When all else fails, Adebayo can turn to the short midrange jumper he’s been honing for years, the break-glass-in-case-of-emergency salve that makes Miami’s two-man game impossible to stop when Adebayo is hitting the right notes. Decision-making hasn’t always been this fluid for Adebayo, who often stymies his own productivity by being too indecisive, but two games in, he has struck a near-perfect balance between scoring and playmaking.

As a result, Miami has appropriated Denver’s style on offense and obstructed it on defense. Adebayo has been instrumental in executing that game plan on both ends, flattening Jokic on defense and playing an inferior version of him on offense. In Game 2, the two centers both had the same number of assists (four) and points created off assists (11). And it was Adebayo, not Jokic, who tied Murray for the most passes made (67) in Game 2.

Miami accomplished this not by shutting down Jokic, who has generated 1.4 points per chance against Adebayo in the post, but by making it harder for him to catch and keep the ball. The real win for Miami won’t show up on the box score, where Jokic dominated in Game 2. It’s that, over two games, Jamal Murray is leading the Nuggets in touches. With the nucleus of the Nuggets offense cut off from the rest of the cell, Denver ended the night with just 23 assists.

Adebayo’s role doesn’t call for him to rack up many blocks or deflections. Instead, Miami asks him to be a fast-moving brick wall that gets in the way of drives before they develop, bothers rather than blocks shots, and deters passes. He is often the solid back-line safety who allows the rest of his teammates to blitz, gamble, and freestyle.

Take his coverage on these back-to-back Jokic-Murray pick-and-rolls:

Adebayo and Butler crowd Murray, who knows better than to try to slip a pocket pass between the two. He over-dribbles just long enough for Max Strus to step into the passing angle to Jokic.

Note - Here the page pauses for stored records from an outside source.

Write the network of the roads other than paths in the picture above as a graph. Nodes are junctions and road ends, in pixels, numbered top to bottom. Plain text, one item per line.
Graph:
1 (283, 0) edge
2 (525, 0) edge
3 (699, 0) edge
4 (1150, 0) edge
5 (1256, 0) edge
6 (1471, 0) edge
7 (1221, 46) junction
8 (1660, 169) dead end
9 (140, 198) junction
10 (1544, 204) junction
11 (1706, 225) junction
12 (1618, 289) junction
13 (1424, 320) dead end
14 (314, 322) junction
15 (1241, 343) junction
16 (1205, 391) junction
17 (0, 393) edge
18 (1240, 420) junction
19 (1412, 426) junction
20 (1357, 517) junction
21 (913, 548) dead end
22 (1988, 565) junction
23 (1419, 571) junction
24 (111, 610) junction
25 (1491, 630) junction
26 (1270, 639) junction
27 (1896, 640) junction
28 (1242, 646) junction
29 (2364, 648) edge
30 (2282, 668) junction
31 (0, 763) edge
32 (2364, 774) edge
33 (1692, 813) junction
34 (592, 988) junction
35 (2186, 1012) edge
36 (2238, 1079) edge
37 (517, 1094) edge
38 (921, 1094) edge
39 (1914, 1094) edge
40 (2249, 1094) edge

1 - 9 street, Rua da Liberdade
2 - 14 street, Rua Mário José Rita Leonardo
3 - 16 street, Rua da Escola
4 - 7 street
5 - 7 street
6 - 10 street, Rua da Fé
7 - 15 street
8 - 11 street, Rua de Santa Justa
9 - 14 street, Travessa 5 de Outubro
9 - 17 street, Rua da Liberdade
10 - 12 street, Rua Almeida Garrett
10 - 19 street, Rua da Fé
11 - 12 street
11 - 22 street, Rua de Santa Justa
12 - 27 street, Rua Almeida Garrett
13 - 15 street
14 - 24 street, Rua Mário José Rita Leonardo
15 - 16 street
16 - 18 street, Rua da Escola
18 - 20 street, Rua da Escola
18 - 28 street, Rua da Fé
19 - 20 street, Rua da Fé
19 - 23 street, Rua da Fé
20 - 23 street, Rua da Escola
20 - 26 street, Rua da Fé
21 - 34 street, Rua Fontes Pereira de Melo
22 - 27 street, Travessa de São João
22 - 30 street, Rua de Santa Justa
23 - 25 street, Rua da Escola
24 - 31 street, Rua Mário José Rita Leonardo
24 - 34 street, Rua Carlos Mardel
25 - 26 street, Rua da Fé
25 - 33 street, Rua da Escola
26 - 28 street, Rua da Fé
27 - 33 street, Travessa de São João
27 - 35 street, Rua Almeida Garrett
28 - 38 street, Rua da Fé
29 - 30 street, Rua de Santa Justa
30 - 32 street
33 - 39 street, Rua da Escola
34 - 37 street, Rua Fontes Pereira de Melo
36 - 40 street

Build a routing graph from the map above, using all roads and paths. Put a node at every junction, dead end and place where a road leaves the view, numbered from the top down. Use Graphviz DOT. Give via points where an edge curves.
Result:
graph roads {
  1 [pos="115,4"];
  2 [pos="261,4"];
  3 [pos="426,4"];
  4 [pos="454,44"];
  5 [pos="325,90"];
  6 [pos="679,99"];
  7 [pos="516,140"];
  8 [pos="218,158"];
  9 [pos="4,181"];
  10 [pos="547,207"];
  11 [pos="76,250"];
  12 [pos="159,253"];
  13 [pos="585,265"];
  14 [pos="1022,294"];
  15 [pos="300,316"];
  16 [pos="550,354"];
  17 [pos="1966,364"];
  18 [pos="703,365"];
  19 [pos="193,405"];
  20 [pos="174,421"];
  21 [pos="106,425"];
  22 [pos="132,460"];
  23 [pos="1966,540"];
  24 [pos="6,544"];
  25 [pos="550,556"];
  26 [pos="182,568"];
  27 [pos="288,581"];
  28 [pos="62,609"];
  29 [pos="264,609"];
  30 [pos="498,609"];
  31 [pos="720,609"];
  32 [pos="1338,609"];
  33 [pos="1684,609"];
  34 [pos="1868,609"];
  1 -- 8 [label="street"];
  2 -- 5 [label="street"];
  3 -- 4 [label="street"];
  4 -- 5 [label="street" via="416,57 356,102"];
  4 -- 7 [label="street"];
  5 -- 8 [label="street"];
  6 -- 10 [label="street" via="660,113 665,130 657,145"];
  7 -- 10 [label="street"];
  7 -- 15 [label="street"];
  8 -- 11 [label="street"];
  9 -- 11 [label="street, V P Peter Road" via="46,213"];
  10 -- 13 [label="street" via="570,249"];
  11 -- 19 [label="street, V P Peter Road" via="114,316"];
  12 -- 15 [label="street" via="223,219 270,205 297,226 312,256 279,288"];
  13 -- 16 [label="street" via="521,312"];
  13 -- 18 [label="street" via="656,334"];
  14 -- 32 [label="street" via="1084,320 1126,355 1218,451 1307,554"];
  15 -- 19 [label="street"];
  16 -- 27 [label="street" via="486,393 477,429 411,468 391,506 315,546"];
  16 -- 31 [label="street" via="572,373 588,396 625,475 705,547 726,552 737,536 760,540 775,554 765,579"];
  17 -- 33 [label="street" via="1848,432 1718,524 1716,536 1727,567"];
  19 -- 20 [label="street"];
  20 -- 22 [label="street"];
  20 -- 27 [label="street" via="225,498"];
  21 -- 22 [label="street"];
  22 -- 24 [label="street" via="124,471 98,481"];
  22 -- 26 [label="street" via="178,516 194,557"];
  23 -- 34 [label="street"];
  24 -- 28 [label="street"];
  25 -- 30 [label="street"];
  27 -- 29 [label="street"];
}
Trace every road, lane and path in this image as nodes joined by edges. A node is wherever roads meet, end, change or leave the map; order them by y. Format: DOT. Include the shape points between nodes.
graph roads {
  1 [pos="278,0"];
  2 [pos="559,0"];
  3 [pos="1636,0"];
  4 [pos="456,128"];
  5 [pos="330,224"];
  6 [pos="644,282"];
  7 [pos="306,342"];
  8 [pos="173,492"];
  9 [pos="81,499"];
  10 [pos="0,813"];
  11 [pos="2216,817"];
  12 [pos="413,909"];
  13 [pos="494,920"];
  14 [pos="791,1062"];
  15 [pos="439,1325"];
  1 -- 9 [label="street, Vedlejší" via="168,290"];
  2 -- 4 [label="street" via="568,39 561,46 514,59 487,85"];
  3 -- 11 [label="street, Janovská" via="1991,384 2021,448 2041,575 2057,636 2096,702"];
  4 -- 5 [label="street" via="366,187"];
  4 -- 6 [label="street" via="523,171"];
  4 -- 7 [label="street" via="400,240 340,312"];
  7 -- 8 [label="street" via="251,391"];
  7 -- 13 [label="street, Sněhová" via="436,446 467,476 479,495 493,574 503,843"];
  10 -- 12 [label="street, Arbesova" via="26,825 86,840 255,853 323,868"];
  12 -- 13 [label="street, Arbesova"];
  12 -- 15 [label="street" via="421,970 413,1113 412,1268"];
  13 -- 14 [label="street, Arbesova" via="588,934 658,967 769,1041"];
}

He eventually finds Brown on a cut, but the ball slips out of his hands and is retrieved by Vincent.

The Nuggets ran the same action on the right side of the floor. This time, Murray keeps the ball, drives baseline, and jump-passes to Kentavious Caldwell-Pope, who finds Brown for a 3. It’s a good shot, but the upshot is this: Jokic didn’t touch the ball on either play.

A minute later, with Cody Zeller in the game for Adebayo, the Nuggets ice the pick-and-roll again, but Brown finds Jokic for an easy-entry pass and post-up:

This is the subtle genius of Bam, whose impact is felt most in his absence. Even his most dominant performances rarely return eye-popping box score numbers. But in the 16 minutes that Adebayo has spent on the bench in this series, Miami has been outscored by 19 points. He is not the best player in the league at any one thing, but in two games in the Finals, the cumulative impact of the things he does at a high level has been dominant.